Sebagai orang tua, Mama John tetap membiarkan anaknya mengambil keputusan.
Sementara itu, keinginan
menjadi dokter mendapat respon pro dan kontra dari kampung halamannya. Para
tetangga meremehkan Jhon dikarenakan bukan rahasia umum lagi masuk sekolah
kedokteran sulit dan mahal sementara ekonomi keluaraganya pun sendiri susah. Mama
John sama sekali tak menghiraukan guncingan warga dan tetap memberi dukungan
pada anaknya.
Berkat doa orang tua,
John diterima di Fakultas Kedokteran Universitas Indonesia (UI). Setelah lulus
dari UI, John yang telah berkeluarga kembali ke Distrik Boven Digoel (Tanah
Merah), Merauke mewujudkan impian lama. Impian untuk menjadi dokter agar tidak
ada nyawa melayang dalam perjalanan dari pedalaman ke pusat kota karena jarak
ditempuh sangat jauh. Konstribusi John melalui profesinya dimulai di Tanah
Merah dan sekitarnya.
Pengabdian John bersama
para suster dari Tanah Merah dimulai dari Kampung Mariam dan disambut dengan
baik. Perihal pemeriksaan ini terdengar luas hingga ada lelaki paruh baya
menghampiri John untuk melakukan pengecekan kondisi anaknya yang bernama
Bretha. Ternyata Bretha kekurangan gizi yang membuat tidak bisa berjalan dan
harus diberikan perawatan secara intensif. Dikarenakan klinik Digoel tidak
memiliki ruang inap Bretha dirawat di kediaman John.
Di sisi lain, profesinya
sebagai dokter menjadi tantang bagi John dan para suster. Tak di setiap kampung
yang dikunjunginya disambut dengah hangat. Seperti halnya di Kampung Mouh,
masyarakatnya tak peduli dengan dokter yang akan melakukan layanan kesehatan.

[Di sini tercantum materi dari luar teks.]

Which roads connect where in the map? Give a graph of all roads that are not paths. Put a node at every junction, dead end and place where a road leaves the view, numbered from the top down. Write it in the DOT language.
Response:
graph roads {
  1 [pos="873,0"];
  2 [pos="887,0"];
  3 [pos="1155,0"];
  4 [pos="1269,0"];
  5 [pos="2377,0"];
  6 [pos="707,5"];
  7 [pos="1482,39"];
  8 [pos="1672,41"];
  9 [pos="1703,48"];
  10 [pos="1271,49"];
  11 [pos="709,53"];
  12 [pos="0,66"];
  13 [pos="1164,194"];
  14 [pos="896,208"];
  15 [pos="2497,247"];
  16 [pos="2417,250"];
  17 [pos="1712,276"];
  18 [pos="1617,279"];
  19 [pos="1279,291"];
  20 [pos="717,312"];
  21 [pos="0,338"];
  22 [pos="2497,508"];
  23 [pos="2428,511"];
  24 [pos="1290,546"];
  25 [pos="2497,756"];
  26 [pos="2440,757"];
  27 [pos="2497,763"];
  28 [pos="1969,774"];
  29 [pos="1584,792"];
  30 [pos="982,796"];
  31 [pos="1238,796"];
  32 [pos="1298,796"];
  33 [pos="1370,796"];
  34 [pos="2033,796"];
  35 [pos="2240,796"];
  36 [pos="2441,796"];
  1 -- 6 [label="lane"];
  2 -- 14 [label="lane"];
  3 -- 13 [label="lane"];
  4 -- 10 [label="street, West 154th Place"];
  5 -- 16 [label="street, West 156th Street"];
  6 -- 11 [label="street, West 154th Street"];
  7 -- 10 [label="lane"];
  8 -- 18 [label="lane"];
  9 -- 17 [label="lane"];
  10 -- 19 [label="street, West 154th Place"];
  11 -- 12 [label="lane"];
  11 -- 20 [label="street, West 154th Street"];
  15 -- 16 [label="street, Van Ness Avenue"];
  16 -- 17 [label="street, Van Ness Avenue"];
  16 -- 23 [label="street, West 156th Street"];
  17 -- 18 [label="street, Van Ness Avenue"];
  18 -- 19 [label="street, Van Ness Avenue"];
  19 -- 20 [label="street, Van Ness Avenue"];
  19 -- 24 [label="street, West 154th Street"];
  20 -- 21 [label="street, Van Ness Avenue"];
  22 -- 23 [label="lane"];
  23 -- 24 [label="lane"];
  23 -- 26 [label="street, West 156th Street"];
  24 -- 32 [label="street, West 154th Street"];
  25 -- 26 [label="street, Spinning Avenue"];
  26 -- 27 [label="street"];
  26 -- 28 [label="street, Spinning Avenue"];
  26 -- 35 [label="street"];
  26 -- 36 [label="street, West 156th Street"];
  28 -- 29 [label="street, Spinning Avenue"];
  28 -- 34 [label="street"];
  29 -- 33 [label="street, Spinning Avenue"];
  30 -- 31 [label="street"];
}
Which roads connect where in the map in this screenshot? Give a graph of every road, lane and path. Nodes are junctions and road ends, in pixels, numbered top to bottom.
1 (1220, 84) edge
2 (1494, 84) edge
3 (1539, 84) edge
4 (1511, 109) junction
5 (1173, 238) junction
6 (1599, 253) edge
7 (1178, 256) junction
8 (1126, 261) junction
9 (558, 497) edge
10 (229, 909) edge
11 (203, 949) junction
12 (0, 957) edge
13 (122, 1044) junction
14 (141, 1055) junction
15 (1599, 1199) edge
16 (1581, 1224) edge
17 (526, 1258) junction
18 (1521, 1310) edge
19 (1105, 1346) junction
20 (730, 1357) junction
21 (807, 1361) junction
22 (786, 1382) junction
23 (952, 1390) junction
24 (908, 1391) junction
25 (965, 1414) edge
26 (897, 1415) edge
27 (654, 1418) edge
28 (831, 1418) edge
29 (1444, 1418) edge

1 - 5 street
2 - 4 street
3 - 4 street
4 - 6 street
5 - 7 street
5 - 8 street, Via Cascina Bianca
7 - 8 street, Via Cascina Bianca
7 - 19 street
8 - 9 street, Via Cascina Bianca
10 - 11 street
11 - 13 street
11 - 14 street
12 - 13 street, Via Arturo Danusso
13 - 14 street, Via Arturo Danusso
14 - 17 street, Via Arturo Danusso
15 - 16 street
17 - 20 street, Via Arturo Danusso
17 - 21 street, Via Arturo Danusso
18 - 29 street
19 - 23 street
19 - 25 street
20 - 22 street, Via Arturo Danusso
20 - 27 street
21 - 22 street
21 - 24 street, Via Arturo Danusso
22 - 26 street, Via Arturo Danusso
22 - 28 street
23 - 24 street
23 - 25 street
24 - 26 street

Mereka masih percaya dengan dukun serta dengan cara pengobatannya.
Di sisi lain, profesinya
sebagai dokter menjadi tantang bagi John dan para suster. Tak di setiap kampung
yang dikunjunginya disambut dengah hangat. Seperti halnya di Kampung Mouh,
masyarakatnya tak peduli dengan dokter yang akan melakukan layanan kesehatan.
Mereka masih percaya dengan dukun serta dengan cara pengobatannya. Kepercayaan
masih dianut hingga proses persalinan menggunakan dukun serta dibawa ke hutan.
Pasalnya, bukan hanya
polemik itu saja yang terjadi. Lantaran di bagian wilayah pedalaman dan
terpencil alat medis menjadi persoalan utama harus ditangani. Saat persalinan
seorang wanita bernama Agustina harus melakukan operasi sesar. Sementara itu,
alat untuk melalukan operasi tidak memadai. Sebagai seorang dokter yang ingin
menyelamatkan nyawa pasien, John dalam terpaksa mengambil keputusan operasi
dilakukan menggunakan silet dikarenakan alat operasi menjadi kendala.
Dengan sumber daya alam
yang melimpah Digoel (Tanah Merah) masih mempunyai kekurangan dalam sumber daya
manusianya. Dalam Film berjudul Boven Digoel menunjukkan bahwa wilayah
pedalaman dan terpencil membutuhkan uluran tangan pemerintah untuk layanan
kesehatan juga mensejahterakan rakyatnya. Film ini juga sebagai cerminan bahwa
pemerintah masih belum menjangkau daerah-daerah pelosok.